Esta situación también tiene sus repercusiones en el seno de la familia: "En cuanto a si ella trabaja o no, esto va en dependencia de las oportunidades que nos ha impuesto el sistema. Muchos varones son obreros y encontrar trabajo de obrero ahora es muy difícil. Sin embargo, una mujer puede ir vendiendo frutas en el mercado. Las cualidades con las que tienen ellas no las tenemos. Además es difícil que un macho vaya a agarrar un canasto y vender cajeta. Las mujeres han desarrollado habilidades que nosotros no contamos y las habilidades nuestras a como está la situación del país no nos sirven para sobrevivir y en muchas situaciones hemos estado en dependencia de la mujer para producir los pocos centavos".

Cuando la mujer llega a ser la mayor proveedora muchos hombres nos sentimos muy debilitados, como que se nos está reduciendo nuestra masculinidad. Para muchos, "no es aceptable que la mujer sea la mayor proveedora en el hogar aunque por estar ella mejor preparada o tener una mayor capacitación, gane más". Quizás la cuestión es que ella gane más que nosotros. No nos gusta que una mujer nos mantenga. Comentamos de la siguiente manera: "La mujer (o el hombre) mediante el trabajo adquiere poder en todos los ámbitos; provoca competencia dentro de la familia si la mujer gana más"; "El que ponga el cheque más alto manda. Si es la mujer, habrá un macho herido".

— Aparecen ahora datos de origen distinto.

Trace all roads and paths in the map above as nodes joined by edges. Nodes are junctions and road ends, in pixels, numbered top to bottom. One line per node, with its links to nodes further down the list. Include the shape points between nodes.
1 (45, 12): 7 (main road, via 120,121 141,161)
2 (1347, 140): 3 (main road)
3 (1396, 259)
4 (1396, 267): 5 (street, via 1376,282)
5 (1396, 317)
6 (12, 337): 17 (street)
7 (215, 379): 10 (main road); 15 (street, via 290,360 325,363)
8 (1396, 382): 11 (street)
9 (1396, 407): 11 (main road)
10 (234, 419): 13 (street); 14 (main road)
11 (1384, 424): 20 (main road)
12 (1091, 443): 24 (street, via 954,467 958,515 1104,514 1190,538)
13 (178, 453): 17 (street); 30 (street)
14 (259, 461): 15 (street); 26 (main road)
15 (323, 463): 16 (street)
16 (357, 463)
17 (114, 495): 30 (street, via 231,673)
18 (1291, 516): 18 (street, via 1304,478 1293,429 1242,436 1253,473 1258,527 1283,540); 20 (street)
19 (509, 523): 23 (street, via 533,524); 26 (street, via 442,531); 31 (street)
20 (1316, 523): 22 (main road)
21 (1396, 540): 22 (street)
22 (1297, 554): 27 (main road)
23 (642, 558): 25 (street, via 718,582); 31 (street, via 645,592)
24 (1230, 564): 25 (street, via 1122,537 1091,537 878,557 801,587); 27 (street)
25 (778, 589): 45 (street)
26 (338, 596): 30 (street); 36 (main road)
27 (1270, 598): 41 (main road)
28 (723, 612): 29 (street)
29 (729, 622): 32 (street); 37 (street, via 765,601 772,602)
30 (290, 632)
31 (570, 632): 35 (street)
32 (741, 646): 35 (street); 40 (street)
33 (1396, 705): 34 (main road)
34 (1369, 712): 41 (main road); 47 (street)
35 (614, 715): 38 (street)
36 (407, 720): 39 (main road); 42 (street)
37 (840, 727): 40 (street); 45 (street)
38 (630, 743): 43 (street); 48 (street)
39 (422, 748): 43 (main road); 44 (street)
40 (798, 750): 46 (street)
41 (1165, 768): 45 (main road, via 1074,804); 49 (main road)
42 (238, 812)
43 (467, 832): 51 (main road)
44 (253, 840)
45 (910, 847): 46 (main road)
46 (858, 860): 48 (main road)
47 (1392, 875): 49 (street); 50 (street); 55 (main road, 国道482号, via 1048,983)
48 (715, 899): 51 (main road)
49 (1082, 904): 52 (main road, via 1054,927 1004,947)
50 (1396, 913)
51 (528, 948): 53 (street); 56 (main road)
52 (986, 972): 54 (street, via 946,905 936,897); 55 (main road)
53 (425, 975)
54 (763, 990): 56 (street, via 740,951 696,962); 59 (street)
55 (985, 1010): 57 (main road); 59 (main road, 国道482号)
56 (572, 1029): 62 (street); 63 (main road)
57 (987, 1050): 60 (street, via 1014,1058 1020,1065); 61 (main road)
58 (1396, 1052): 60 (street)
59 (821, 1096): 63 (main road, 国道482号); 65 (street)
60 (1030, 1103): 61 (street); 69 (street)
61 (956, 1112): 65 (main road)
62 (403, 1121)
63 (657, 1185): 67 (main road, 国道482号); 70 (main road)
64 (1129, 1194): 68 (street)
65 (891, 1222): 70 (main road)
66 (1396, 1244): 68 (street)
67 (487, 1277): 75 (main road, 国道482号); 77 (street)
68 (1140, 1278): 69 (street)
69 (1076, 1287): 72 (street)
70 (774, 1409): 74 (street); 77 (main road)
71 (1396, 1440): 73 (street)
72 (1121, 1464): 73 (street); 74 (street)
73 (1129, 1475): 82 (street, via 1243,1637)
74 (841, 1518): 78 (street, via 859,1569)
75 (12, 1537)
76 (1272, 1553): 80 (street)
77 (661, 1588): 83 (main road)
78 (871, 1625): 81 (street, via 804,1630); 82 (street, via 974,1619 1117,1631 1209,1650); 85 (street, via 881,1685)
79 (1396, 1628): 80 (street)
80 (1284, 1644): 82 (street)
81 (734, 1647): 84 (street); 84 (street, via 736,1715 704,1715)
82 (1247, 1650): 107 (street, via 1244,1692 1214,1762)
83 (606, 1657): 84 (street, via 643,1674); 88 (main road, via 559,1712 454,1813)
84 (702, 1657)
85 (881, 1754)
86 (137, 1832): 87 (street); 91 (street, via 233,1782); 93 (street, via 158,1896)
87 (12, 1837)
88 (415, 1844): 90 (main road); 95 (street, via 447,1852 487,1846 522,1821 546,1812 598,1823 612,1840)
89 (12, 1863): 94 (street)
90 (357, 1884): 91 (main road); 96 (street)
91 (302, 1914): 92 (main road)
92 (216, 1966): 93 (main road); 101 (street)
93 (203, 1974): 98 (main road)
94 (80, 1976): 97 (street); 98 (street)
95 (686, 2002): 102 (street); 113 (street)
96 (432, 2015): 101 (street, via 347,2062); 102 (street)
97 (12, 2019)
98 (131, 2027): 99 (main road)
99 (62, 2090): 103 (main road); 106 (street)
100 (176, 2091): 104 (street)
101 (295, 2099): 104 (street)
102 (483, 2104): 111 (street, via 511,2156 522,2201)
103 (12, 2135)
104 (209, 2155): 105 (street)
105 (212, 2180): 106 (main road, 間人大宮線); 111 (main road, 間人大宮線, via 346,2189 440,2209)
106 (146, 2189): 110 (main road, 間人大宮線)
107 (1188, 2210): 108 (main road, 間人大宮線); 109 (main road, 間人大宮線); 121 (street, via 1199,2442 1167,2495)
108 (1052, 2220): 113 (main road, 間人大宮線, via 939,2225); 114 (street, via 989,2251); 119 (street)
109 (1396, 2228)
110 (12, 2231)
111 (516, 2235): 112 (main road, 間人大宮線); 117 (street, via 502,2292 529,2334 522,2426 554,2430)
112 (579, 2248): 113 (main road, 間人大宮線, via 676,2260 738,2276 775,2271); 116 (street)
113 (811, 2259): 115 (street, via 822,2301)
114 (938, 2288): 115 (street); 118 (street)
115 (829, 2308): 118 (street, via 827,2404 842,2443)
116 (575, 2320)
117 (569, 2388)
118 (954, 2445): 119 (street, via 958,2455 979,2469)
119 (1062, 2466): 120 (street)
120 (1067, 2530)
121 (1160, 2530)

3.7 RIVALIDAD: ¿MACHISMO VERSUS FEMINISMO?

¿Será entonces que existe mucha competencia, rivalidad entre hombres y mujeres, o como se ha dicho en algún momento, "una guerra o una batalla entre los sexos"? Hablamos también de esta situación: "Cuando hablamos de rivalidades, es porque creemos que hay cierto riesgo de que los vientos que suenan allí del feminismo quieren dominar. Machismo versus feminismo. Sería correcto no solamente lograr que el género masculino trate de ir modificando su conducta hacia el género femenino y vaya adecuando esto, convirtiéndose poco a poco en un "hombre moderno" sino que también se lograra que estas corrientes feministas moderaran un poco su actitud hacia el género masculino, tratar de no vernos como rivales, como enemigos, sino como personas que también nos preocupamos en la vida cotidiana por conseguir factores de cambio".

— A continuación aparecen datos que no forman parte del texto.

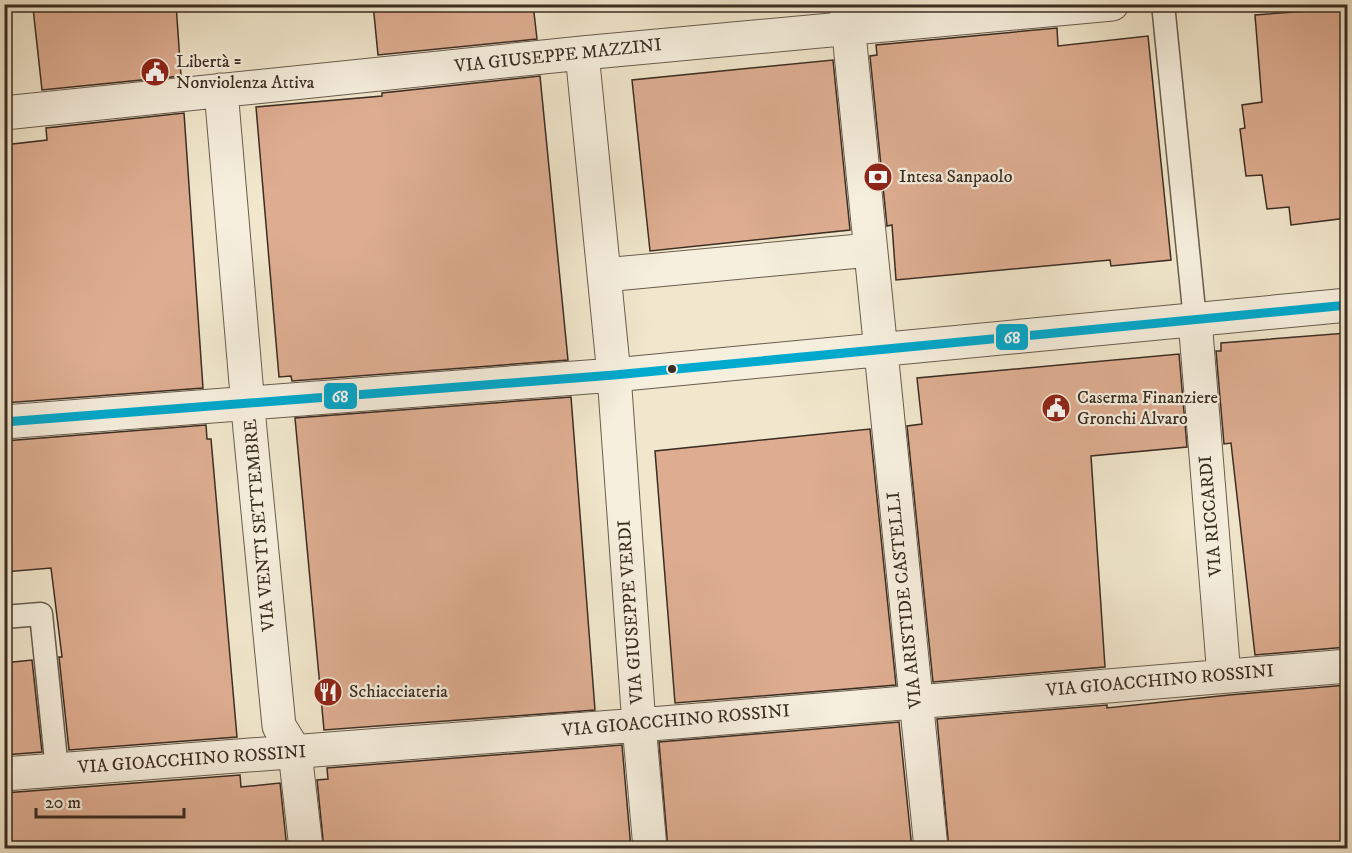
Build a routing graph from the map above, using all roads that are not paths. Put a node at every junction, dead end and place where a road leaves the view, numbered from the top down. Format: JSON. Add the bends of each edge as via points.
{"nodes":[{"id":1,"x":1112,"y":4,"type":"edge"},
{"id":2,"x":1163,"y":4,"type":"edge"},
{"id":3,"x":847,"y":16,"type":"edge"},
{"id":4,"x":582,"y":53,"type":"junction"},
{"id":5,"x":221,"y":90,"type":"junction"},
{"id":6,"x":4,"y":113,"type":"edge"},
{"id":7,"x":870,"y":250,"type":"junction"},
{"id":8,"x":604,"y":275,"type":"junction"},
{"id":9,"x":1347,"y":305,"type":"edge"},
{"id":10,"x":1195,"y":320,"type":"junction"},
{"id":11,"x":880,"y":351,"type":"junction"},
{"id":12,"x":614,"y":375,"type":"junction"},
{"id":13,"x":249,"y":403,"type":"junction"},
{"id":14,"x":4,"y":422,"type":"edge"},
{"id":15,"x":4,"y":617,"type":"edge"},
{"id":16,"x":1347,"y":666,"type":"edge"},
{"id":17,"x":1224,"y":676,"type":"junction"},
{"id":18,"x":915,"y":701,"type":"junction"},
{"id":19,"x":639,"y":725,"type":"junction"},
{"id":20,"x":295,"y":752,"type":"junction"},
{"id":21,"x":57,"y":771,"type":"junction"},
{"id":22,"x":4,"y":774,"type":"edge"},
{"id":23,"x":306,"y":849,"type":"edge"},
{"id":24,"x":650,"y":849,"type":"edge"},
{"id":25,"x":931,"y":849,"type":"edge"}],
"edges":[{"from":1,"to":3,"type":"street","name":"VIA GIUSEPPE MAZZINI"},
{"from":2,"to":10,"type":"lane"},
{"from":3,"to":4,"type":"street","name":"VIA GIUSEPPE MAZZINI"},
{"from":3,"to":7,"type":"street"},
{"from":4,"to":5,"type":"street","name":"VIA GIUSEPPE MAZZINI"},
{"from":4,"to":8,"type":"street"},
{"from":5,"to":6,"type":"street","name":"VIA GIUSEPPE MAZZINI"},
{"from":5,"to":13,"type":"street","name":"VIA VENTI SETTEMBRE"},
{"from":7,"to":8,"type":"street"},
{"from":7,"to":11,"type":"street","name":"VIA ARISTIDE CASTELLI"},
{"from":8,"to":12,"type":"street","name":"VIA GIUSEPPE VERDI"},
{"from":9,"to":10,"type":"street"},
{"from":10,"to":11,"type":"street"},
{"from":10,"to":17,"type":"street","name":"VIA RICCARDI"},
{"from":11,"to":12,"type":"street"},
{"from":11,"to":18,"type":"street","name":"VIA ARISTIDE CASTELLI"},
{"from":12,"to":13,"type":"street"},
{"from":12,"to":19,"type":"street","name":"VIA GIUSEPPE VERDI"},
{"from":13,"to":14,"type":"street"},
{"from":13,"to":20,"type":"street","name":"VIA VENTI SETTEMBRE","via":[[279,726]]},
{"from":15,"to":21,"type":"lane","via":[[41,614]]},
{"from":16,"to":17,"type":"street","name":"VIA GIOACCHINO ROSSINI"},
{"from":17,"to":18,"type":"street","name":"VIA GIOACCHINO ROSSINI"},
{"from":18,"to":19,"type":"street","name":"VIA GIOACCHINO ROSSINI"},
{"from":18,"to":25,"type":"street","name":"VIA ARISTIDE CASTELLI"},
{"from":19,"to":20,"type":"street","name":"VIA GIOACCHINO ROSSINI"},
{"from":19,"to":24,"type":"street","name":"VIA GIUSEPPE VERDI"},
{"from":20,"to":21,"type":"street","name":"VIA GIOACCHINO ROSSINI"},
{"from":20,"to":23,"type":"street","name":"VIA VENTI SETTEMBRE"},
{"from":21,"to":22,"type":"street","name":"VIA GIOACCHINO ROSSINI"}]}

Sin embargo, esta posición, que busca espacios compartidos entre hombres y mujeres, parte de la suposición de que existen relaciones horizontales para poder llegar a encontrarnos como iguales. Pero, como comentó un compañero: "No es cierto que exista la igualdad; nunca ha existido, jamás en la historia. Los filósofos, tal vez, han querido que existiera entre hombres y mujeres pero es relativo. La integración, las oportunidades dependen de las actividades que tengan las personas en la vida política, social, intelectual, cultural". Y como hemos visto anteriormente, históricamente las mujeres, siendo relegadas a actividades "reproductivas", no han tenido acceso a "la vida política, social, intelectual y cultural". Ha sido y sigue siendo, mayoritariamente, el dominio de los hombres. Si el feminismo, o algunas tendencias del feminismo nos miran como sus enemigos es porque han venido buscando sus propias estrategias para lograr la igualdad entre hombres y mujeres, pero partiendo de una realidad de muchas desventajas, de opresión y de ser dominadas y marginadas.

Hablar de "machismo versus feminismo", sin embargo, interpretándolos como rivales nos puede confundir. El machismo es una ideología establecida que institucionaliza valores, actitudes y comportamientos que traen efectos sumamente negativos para las mujeres, pero también para los hombres. El feminismo, también, es una ideología (aunque hay variedades de "líneas" de pensamiento feminista) que, mientras quiere eliminar el machismo, no necesariamente piensa eliminar a los hombres. Incluso hay mujeres que no son feministas pero quienes están en contra del machismo y sus efectos. También hay hombres quienes se autodefinen como feministas porque se asocian y se comprometen con la lucha para la igualdad entre los géneros.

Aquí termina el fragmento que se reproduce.